1998: Amartya Sen won the Nobel Prize in Economic Sciences. He argued that simply calculating the gross national product (GNP) is not enough to assess the standard of living of people. Based on his principles, the Human Development Index (HDI) was created to measure the human development of a country.
1990s: The Indian government launched its disinvestment policy whereby it reduced its stake in public sector enterprises. While these companies had initially contributed to India's growth in the years following independence, they had ceased to be profitable and hindered economic growth. Many government concerns were slowly privatised, the latest being Air India in January this year.
2016: The Indian government demonetized the 500 and 1000 rupee currency notes to root out corruption, counterfeiting, menace of black money and funding for terrorist activities.
2017: The Indian government implemented the Goods and Services Tax (GST). Buyers have to pay different tax slabs for various goods and services used. The GST replaced existing multiple taxes levied by the central and state governments.
1972: Chipko was a mass movement against the indiscriminate felling of trees. The word 'Chipko' means to hug. Women from the villages hugged trees to prevent contractors from felling them. Environment activist Sunderlal Bahuguna led the movement.
1973: The Silent Valley Movement was an agitation launched to protect Silent Valley, an evergreen tropical forest in the Palakkad district of Kerala.
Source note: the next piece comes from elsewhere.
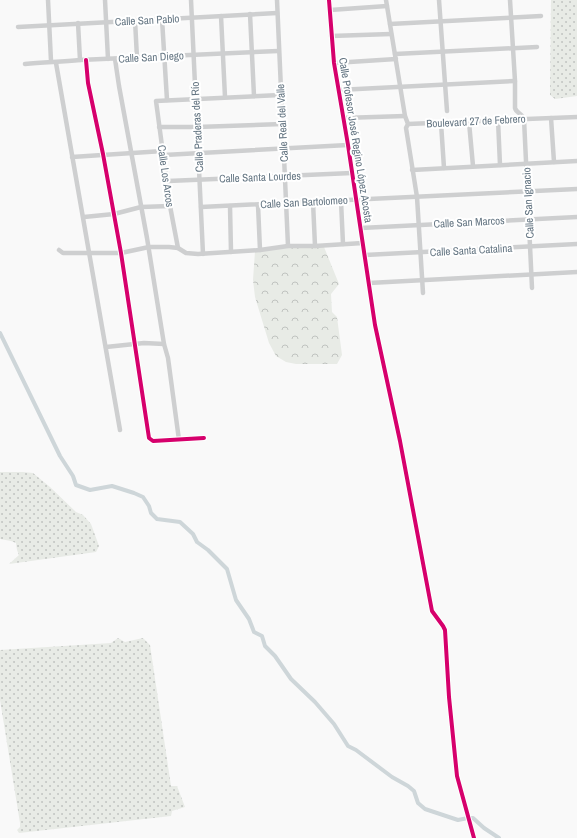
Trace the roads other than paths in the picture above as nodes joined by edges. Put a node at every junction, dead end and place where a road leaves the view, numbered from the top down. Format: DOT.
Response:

It was a movement to save the Silent Valley Reserve Forest from being flooded by a hydroelectric dam project.
1973: India's first national park was Jim Corbett NP, established in 1936 in Uttarakhand. In 1973, India enacted the Wildlife Protection Act and launched Project Tiger to safeguard the habitats of species such as tigers and rhinos, whose numbers were declining alarmingly. Now there are 106 national parks in India.
1974: The State Pollution Control Board was a statutory organisation established in each state under the Water (Prevention and Control of Pollution) Act. They were supervised by the Central Pollution Control Board to implement the environmental laws and rules within the states for the protection of the environment.
1976: India was the first country to incorporate protection and improvement of the environment as a fundamental duty under the Constitution Act of 1976.
1985: Led by Medha Patkar and other social activists, the Narmada Bachao Andolan started in 1985. It was against the construction of the Sardar Sarovar and Narmada Sagar dams because the projects displaced thousands of people. The 'Save the Narmada Movement' wanted the government to resettle and rehabilitate the displaced people.
2003: Mawlynnong village in Meghalaya became famous for its cleanliness. Travel magazine Discover India declared it the cleanest village in Asia in 2003, and the cleanest in India in 2005.
1986: The Indian government made several efforts to clean up the Ganga River. Ganga Action Plan in 1986; then in 2009, the National Ganga River Basin Authority (NGRBA) was set up; lastly in 2014, the 'Namami Gange' mission, India's most ambitious endeavour to clean the Ganga. It included cleaning the ghats, ridding the river of biological contaminants and improving rural sanitation and afforestation.
2015: The Swachch Bharat Mission was launched and the Clean India Survey was started. The Quality Council of India (QCI) evaluated cities on sweeping, garbage collection, transportation, processing and disposal of garbage; easy availability of community/public toilets and adequate manpower and efficient monitoring systems for solid waste management.
2022 : From July 1, India banned the manufacture, import, stocking, distribution, sale and use of identified single use plastic items, which have low utility and high littering potential, all across the country.